On Saturday, those fears were realised when Duarte was gunned down outside 
the Buen Pastor church, where he had just presided over a group wedding in 
a working-class neighbourhood. The two gunmen escaped. No one has claimed 
responsibility.

The Rev German Robledo, a top church official in Cali, said Duarte made his 
allegations after parish priests showed him evidence that at least three 
drug trafficking organisations in the area were buying votes and financing 
candidates.

The groups included traffickers based in the northern part of Valle de 
Cauca state, of which Cali is the capital, as well as the western port of 
Buenaventura and the centre of the state, Robledo added.

Duarte was a tough critic of leftist rebels and even had excommunicated 
them, leading many Cali residents to believe guerrillas were behind the 
killing. He also denounced a brutal rightist paramilitary group during an 
earlier posting in conflictive northern region, Uraba.

President Andres Pastrana, who visited Cali on Sunday, announced a $434,000 
reward for information on the gunmen or those who ordered the 
assassination. Two gunmen, police sketches of whom were shown Sunday, 
repeatedly shot Duarte as he emerged from the lime-green church. He 
collapsed 50 feet from the front door.

Duarte was a beloved man in Cali, where thousands paid their respects on 
Sunday by filing past the bishop's open wood casket.

Pope John Paul II named Duarte archbishop in Cali, 185 miles southwest of 
Bogota, the capital, in August 1995.

The pontiff said on Sunday the cleric had "paid the highest price" for 
defending human life and opposing violence.

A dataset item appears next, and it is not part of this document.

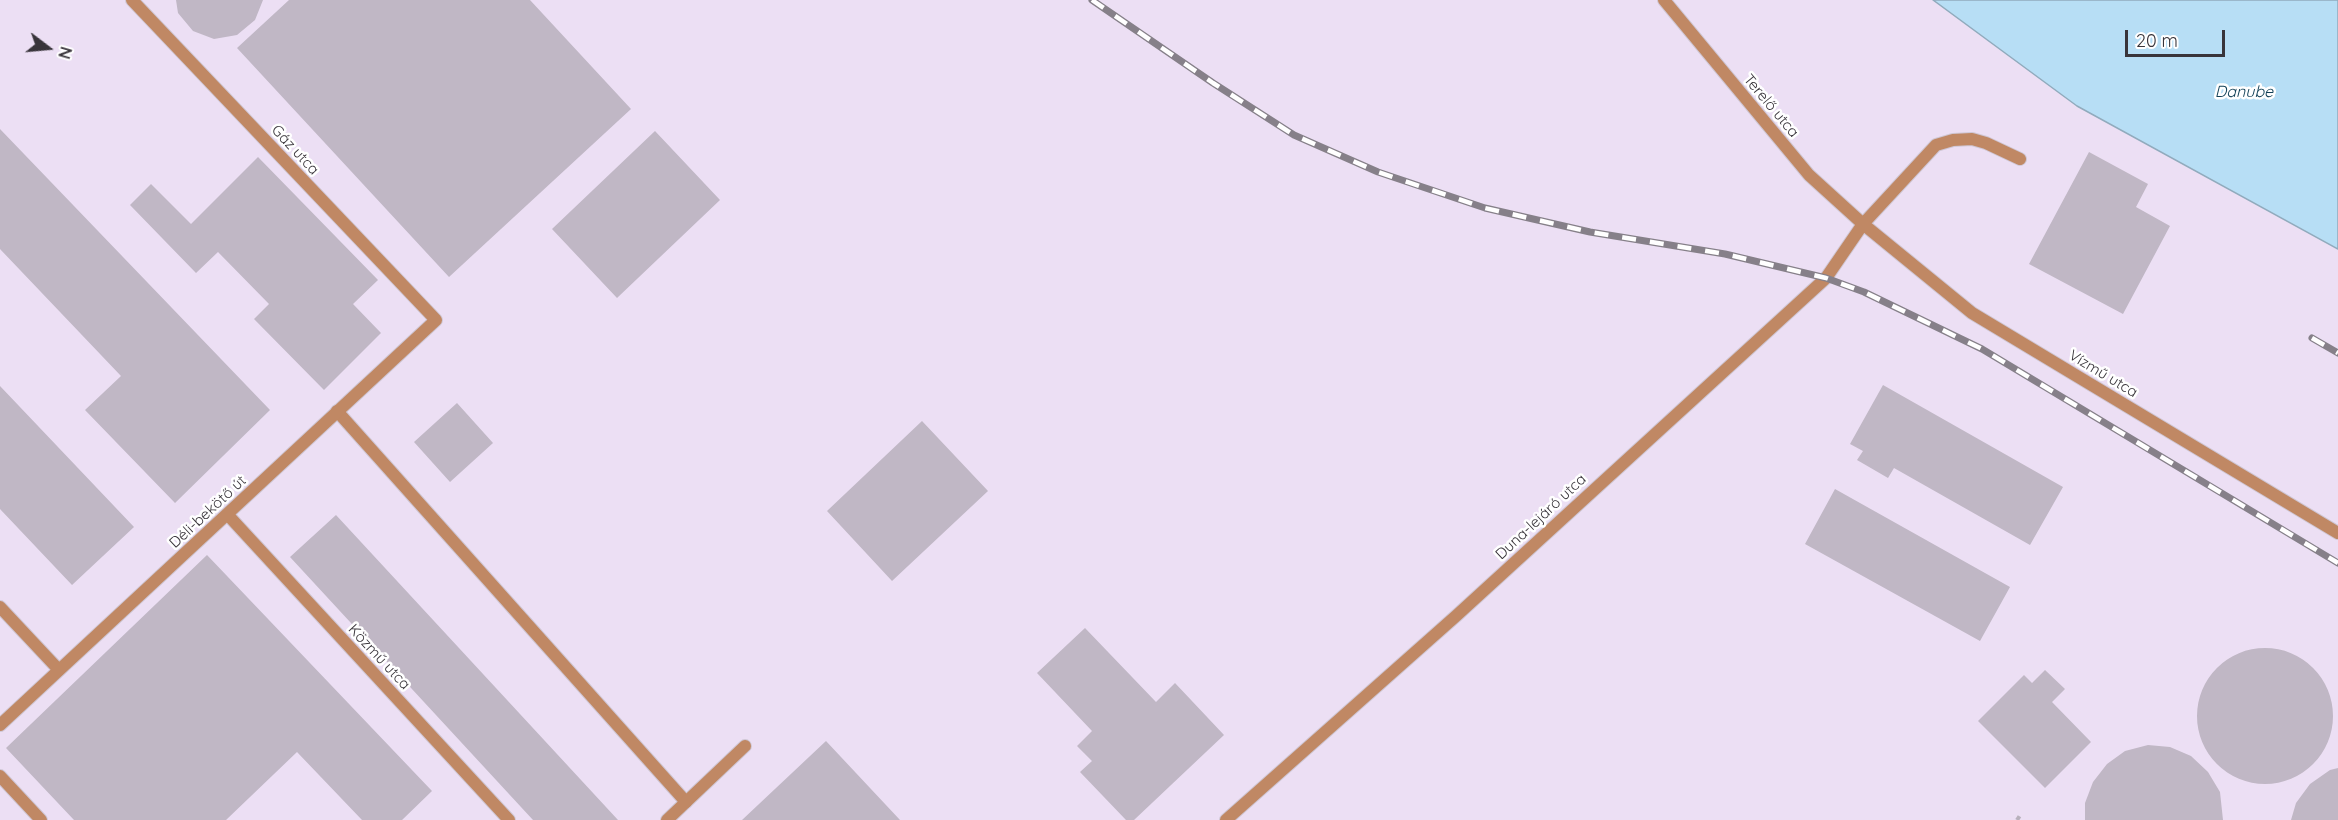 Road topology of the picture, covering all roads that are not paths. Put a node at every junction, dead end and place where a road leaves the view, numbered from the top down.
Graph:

"I urge Colombians once again to follow the way of dialogue, excluding all 
types of violence, blackmail and kidnapping of people and to firmly commit 
themselves to what are the true roads of peace," the pope said at St 
Peter's Square in the Vatican.

Cali's mayor, Jhon Maro Rodriguez, declared three days of mourning and 
scheduled a city wide moment of silence and candlelight vigil yesterday. 
Sister Gloria Ocampo, who attended an early morning Mass in the cathedral, 
described Duarte as a champion of the poor who built dozens of schools 
during his seven years as archbishop of Colombia's third-largest city.

She said Duarte's frankness had made him martyr.

Paramilitary leader Carlos Castano said in a recent biography that he 
considered the archbishop "a friend".

Duarte reportedly was nervous about that description because he believed it 
could make him a target.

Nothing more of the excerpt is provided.